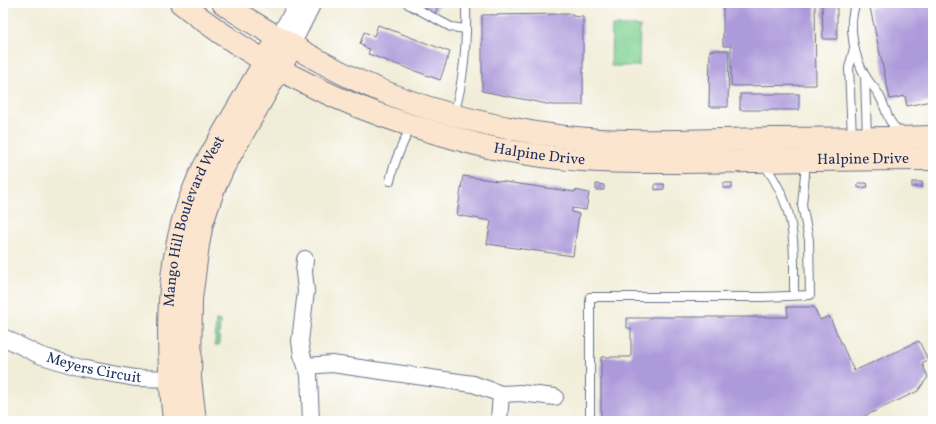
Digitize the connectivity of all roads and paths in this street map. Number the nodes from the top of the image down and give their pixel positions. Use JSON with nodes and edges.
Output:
{"nodes":[{"id":1,"x":181,"y":3,"type":"edge"},
{"id":2,"x":223,"y":3,"type":"edge"},
{"id":3,"x":298,"y":3,"type":"edge"},
{"id":4,"x":313,"y":3,"type":"edge"},
{"id":5,"x":466,"y":3,"type":"edge"},
{"id":6,"x":856,"y":3,"type":"edge"},
{"id":7,"x":408,"y":4,"type":"dead end"},
{"id":8,"x":466,"y":29,"type":"junction"},
{"id":9,"x":285,"y":41,"type":"junction"},
{"id":10,"x":854,"y":48,"type":"junction"},
{"id":11,"x":272,"y":65,"type":"junction"},
{"id":12,"x":865,"y":76,"type":"junction"},
{"id":13,"x":454,"y":115,"type":"junction"},
{"id":14,"x":412,"y":126,"type":"junction"},
{"id":15,"x":933,"y":137,"type":"edge"},
{"id":16,"x":907,"y":138,"type":"junction"},
{"id":17,"x":784,"y":139,"type":"junction"},
{"id":18,"x":859,"y":149,"type":"junction"},
{"id":19,"x":933,"y":159,"type":"edge"},
{"id":20,"x":805,"y":160,"type":"junction"},
{"id":21,"x":761,"y":161,"type":"junction"},
{"id":22,"x":390,"y":181,"type":"dead end"},
{"id":23,"x":305,"y":258,"type":"dead end"},
{"id":24,"x":794,"y":295,"type":"junction"},
{"id":25,"x":3,"y":337,"type":"edge"},
{"id":26,"x":306,"y":366,"type":"junction"},
{"id":27,"x":180,"y":379,"type":"junction"},
{"id":28,"x":501,"y":394,"type":"junction"},
{"id":29,"x":554,"y":397,"type":"dead end"},
{"id":30,"x":174,"y":421,"type":"edge"},
{"id":31,"x":195,"y":421,"type":"edge"},
{"id":32,"x":311,"y":421,"type":"edge"},
{"id":33,"x":499,"y":421,"type":"edge"},
{"id":34,"x":590,"y":421,"type":"edge"}],
"edges":[{"from":1,"to":11,"type":"main road","name":"Halpine Drive"},
{"from":2,"to":9,"type":"main road","name":"Halpine Drive"},
{"from":3,"to":9,"type":"street"},
{"from":4,"to":9,"type":"street"},
{"from":5,"to":8,"type":"lane"},
{"from":6,"to":10,"type":"lane"},
{"from":7,"to":8,"type":"lane"},
{"from":8,"to":13,"type":"lane"},
{"from":9,"to":11,"type":"main road","name":"Mango Hill Boulevard West"},
{"from":9,"to":13,"type":"main road","name":"Halpine Drive"},
{"from":10,"to":12,"type":"lane"},
{"from":10,"to":18,"type":"lane"},
{"from":11,"to":14,"type":"main road","name":"Halpine Drive"},
{"from":11,"to":27,"type":"main road","name":"Mango Hill Boulevard West"},
{"from":12,"to":16,"type":"lane"},
{"from":12,"to":18,"type":"lane"},
{"from":13,"to":17,"type":"main road","name":"Halpine Drive"},
{"from":14,"to":21,"type":"main road","name":"Halpine Drive"},
{"from":14,"to":22,"type":"lane"},
{"from":15,"to":16,"type":"main road","name":"Halpine Drive"},
{"from":16,"to":18,"type":"main road","name":"Halpine Drive"},
{"from":17,"to":18,"type":"main road","name":"Halpine Drive"},
{"from":17,"to":20,"type":"lane"},
{"from":18,"to":19,"type":"main road","name":"Halpine Drive"},
{"from":18,"to":20,"type":"main road","name":"Halpine Drive"},
{"from":20,"to":21,"type":"main road","name":"Halpine Drive"},
{"from":20,"to":24,"type":"lane"},
{"from":21,"to":24,"type":"lane"},
{"from":23,"to":26,"type":"street"},
{"from":24,"to":34,"type":"lane"},
{"from":25,"to":27,"type":"street","name":"Meyers Circuit"},
{"from":26,"to":28,"type":"street"},
{"from":26,"to":32,"type":"street"},
{"from":27,"to":30,"type":"main road","name":"Mango Hill Boulevard West"},
{"from":27,"to":31,"type":"main road","name":"Mango Hill Boulevard West"},
{"from":28,"to":29,"type":"street"},
{"from":28,"to":33,"type":"street"}]}
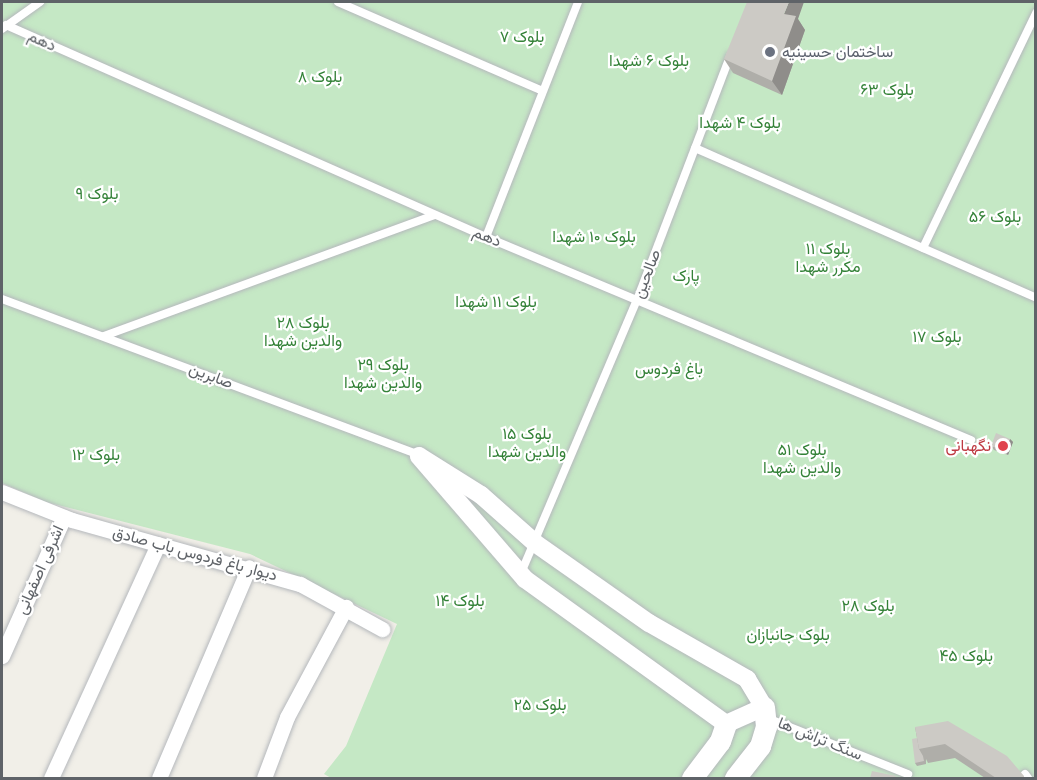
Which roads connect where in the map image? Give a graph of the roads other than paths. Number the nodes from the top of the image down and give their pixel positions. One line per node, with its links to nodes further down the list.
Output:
1 (40, 2): 5 (lane)
2 (338, 2): 7 (lane)
3 (578, 2): 7 (lane)
4 (1035, 13): 11 (lane)
5 (4, 27): 9 (lane, دهم)
6 (734, 43): 8 (lane, صالحین)
7 (543, 91): 10 (lane)
8 (695, 148): 11 (lane); 14 (lane, صالحین)
9 (435, 215): 10 (lane, دهم); 15 (lane)
10 (486, 237): 14 (lane, دهم)
11 (923, 248): 12 (lane)
12 (1035, 298)
13 (2, 299): 15 (lane, صابرین)
14 (637, 300): 16 (lane, دهم); 20 (lane, صالحین)
15 (104, 336): 17 (lane, صابرین)
16 (971, 440)
17 (419, 456): 20 (street); 23 (street)
18 (2, 492): 19 (street, دیوار باغ فردوس باب صادق)
19 (64, 517): 21 (street, دیوار باغ فردوس باب صادق); 26 (street, اشرفی اصفهانی)
20 (535, 543): 23 (lane, صالحین); 27 (street)
21 (158, 544): 22 (street, دیوار باغ فردوس باب صادق); 30 (street)
22 (249, 567): 24 (street, دیوار باغ فردوس باب صادق); 31 (street)
23 (520, 574): 28 (street)
24 (346, 607): 25 (street, دیوار باغ فردوس باب صادق); 32 (street)
25 (382, 629)
26 (2, 656)
27 (765, 712): 28 (street); 29 (lane, سنگ تراش ها); 34 (main road)
28 (726, 724): 33 (main road)
29 (908, 774)
30 (51, 778)
31 (159, 778)
32 (264, 778)
33 (692, 778)
34 (735, 778)

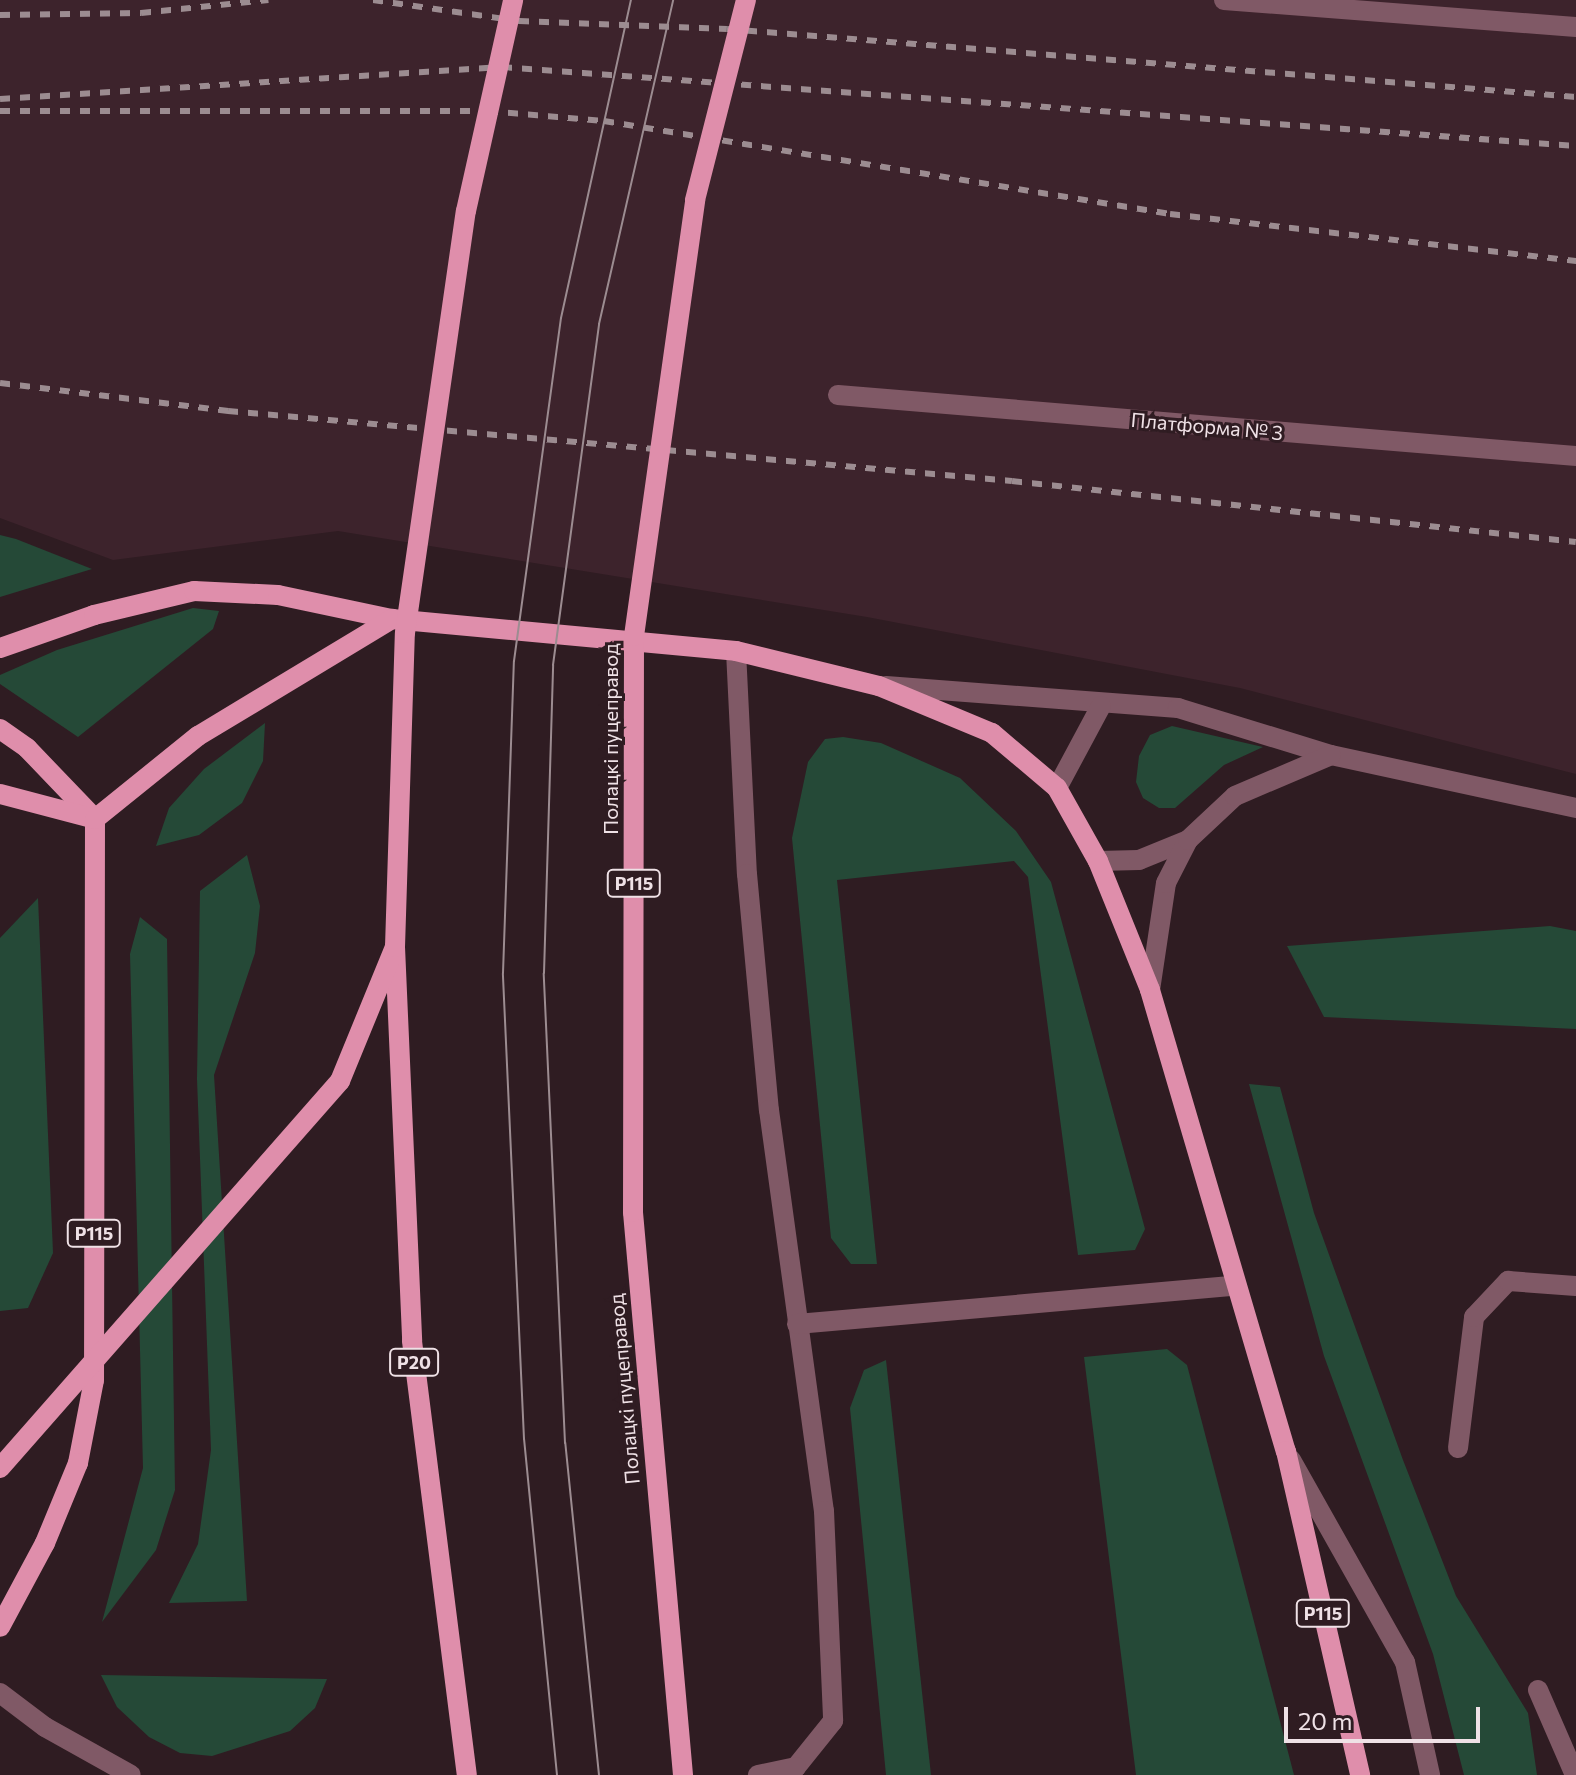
________________________
If a line in the entries contains "edges", copy it.

- Answer box -
Digitize the connectivity of all roads and paths in this street map. Number the nodes from the top of the image down and give their pixel positions. Use JSON with nodes and edges.
"edges":[{"from":1,"to":11,"type":"main road","name":"Halpine Drive"},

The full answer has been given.